Monday, February 20, 2017

Reads for Writers: Why I Write? Thoughts on the Craft of Fiction edited by Will Blythe

From Kate’s Writing Crate…

          I’m curious about relationships. I always ask about how couples met; how people ended up in their current jobs; and, since I’m a writer, why people write.

          In Why I Write? Thoughts on the Craft of Fiction edited by Will Blythe, twenty-six writers answer this question. Well worth reading.

Here are some of my favorite answers:  

“The only time I know the truth is when it reveals itself at the point of my pen.”

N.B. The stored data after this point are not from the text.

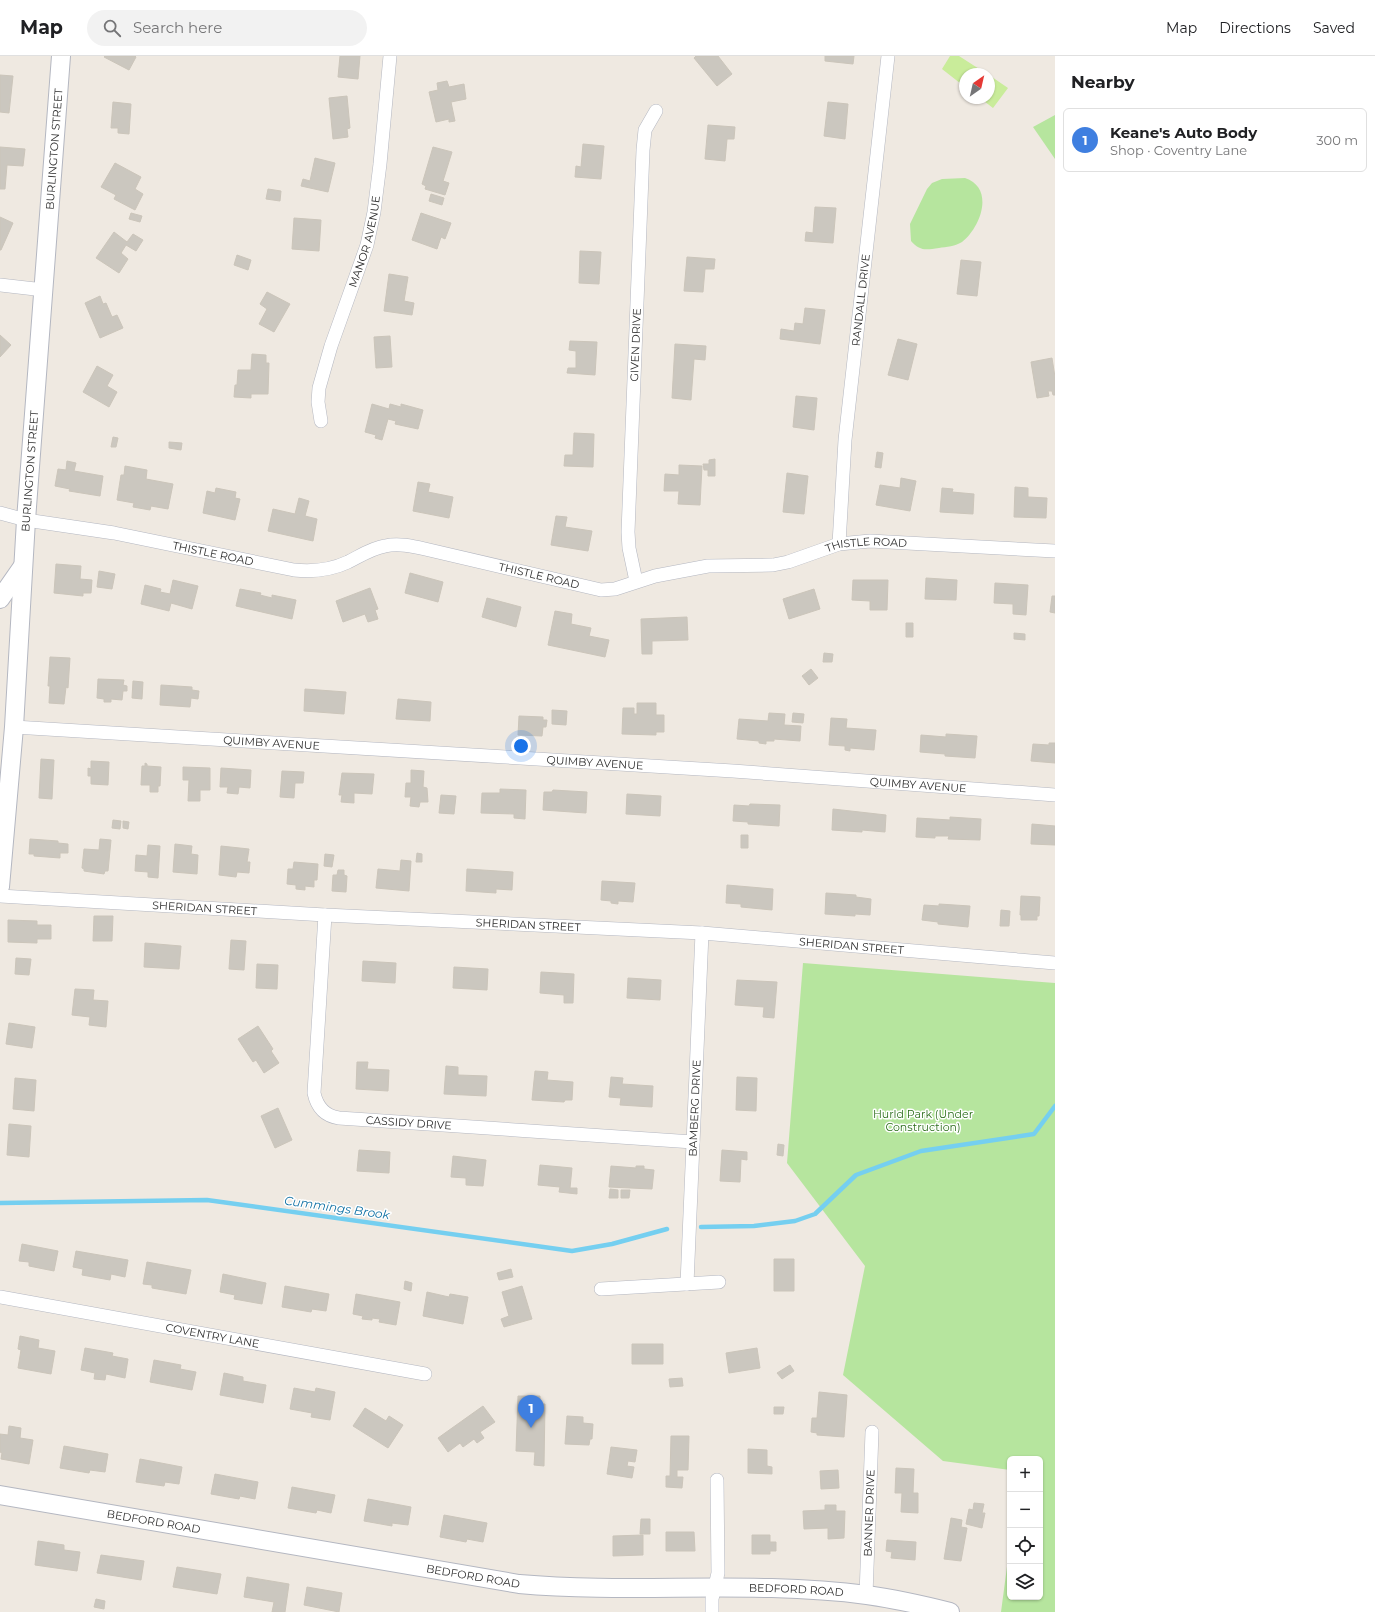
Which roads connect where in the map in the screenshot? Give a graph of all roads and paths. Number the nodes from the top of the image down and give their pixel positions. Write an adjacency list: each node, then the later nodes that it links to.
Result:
1 (61, 56): 6 (street, BURLINGTON STREET)
2 (390, 56): 7 (street, MANOR AVENUE)
3 (888, 56): 10 (street, RANDALL DRIVE)
4 (656, 111): 13 (street, GIVEN DRIVE)
5 (0, 286): 6 (street)
6 (44, 290): 9 (street, BURLINGTON STREET)
7 (321, 421)
8 (0, 512): 9 (street, THISTLE ROAD)
9 (26, 520): 12 (street, BURLINGTON STREET); 13 (street, THISTLE ROAD)
10 (839, 544): 11 (street, THISTLE ROAD); 13 (street, THISTLE ROAD)
11 (1055, 551)
12 (23, 566): 14 (street); 15 (street, BURLINGTON STREET)
13 (636, 581)
14 (0, 599)
15 (14, 727): 16 (street, QUIMBY AVENUE); 17 (street, BURLINGTON STREET)
16 (1055, 795)
17 (0, 887)
18 (0, 896): 19 (street, SHERIDAN STREET)
19 (325, 915): 20 (street, SHERIDAN STREET); 22 (street, CASSIDY DRIVE)
20 (702, 933): 21 (street, SHERIDAN STREET); 22 (street, BAMBERG DRIVE)
21 (1055, 963)
22 (693, 1142): 24 (street, BAMBERG DRIVE)
23 (719, 1282): 24 (street)
24 (687, 1284): 25 (street)
25 (601, 1289)
26 (0, 1297): 27 (street, COVENTRY LANE)
27 (425, 1374)
28 (872, 1432): 32 (street, BANNER DRIVE)
29 (717, 1480): 31 (street)
30 (0, 1495): 31 (street, BEDFORD ROAD)
31 (715, 1587): 32 (street, BEDFORD ROAD); 33 (street)
32 (866, 1595): 34 (street, BEDFORD ROAD)
33 (712, 1612)
34 (950, 1612)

                                                                   —Jean Malaquais p.4

…Good writing never soothes or comforts. It is no prescription, neither is it diversionary, although it can and should enchant while it explodes in the reader’s face.
                                                                   —Joy Williams p. 9

…The act of writing, though often tedious, can still provide extraordinary pleasure. For me that comes line by line at the tip of a pen, which is what I like to write with, and the page on which the lines are written, the pages, can be the most valuable thing I will ever own.
—James Salter pp. 34-35.

…Yet I don’t blush when I’m with dogs, and I don’t blush when I write. I take it then that these two activities answer a related question: Where in your life are you most yourself?
                                                                   —Amy Hempel p. 42

…the lesson retold in its most basic form was this: write with great truthfulness; work harder than you thought possible; have passion, enormous sweeping passion. Give it first to your work. Let your work have all the passion it requires, and whatever is left, put into your life. What is left varies greatly for me from year to year.
                                                                   —Ann Patchett p. 66

This writing stuff saved me. It has become my way of responding to and dealing with things I find too disturbing or distressing or painful to handle in any other way. It’s safe. Writing is my shelter. I don’t hide behind the words. I use them to dig inside my heart to find the truth. I guess I can say, honestly, that writing also offers me a kind of patience I don’t have in my ordinary day-to-day life. It makes me stop. It makes me take note. It affords me a kind of sanctuary that I can’t get in my hurried and full-to-the-brim-with-activity life.
                                                                   —Terry McMillan pp. 70-71

… For the time of the writing, I am nobody. Nobody at all. I am a conduit, nothing but a way for the story to come to the page. Oh, but I am terribly alive then, too, though I say I am no one at all; my every sense is keen and quivering.
                                                                   —Lee Smith p. 134

…Writing should detonate in your brain like a strong dosage of acid, exploding in an abundance of color, attacking all that is accepted as sacred and true, rearranging, changing all sense and sensibility. Writing should dump the jigsaw puzzle of reality on the ground. Let the reader put the pieces back together.
                                                                   —Darius James p.169

…Writers drive cars, hold jobs off and on, raise children, climb mountains, and take out the garbage, but very few have retirement plans. Retire from what? Thinking? Being?...the process of writing goes on, the secret reserve is honed and moving, moving toward writing, into writing, until death cancels all.
                                                                   —Jayne Anne Phillips p. 189

Word count for February 12-18 was 6,866.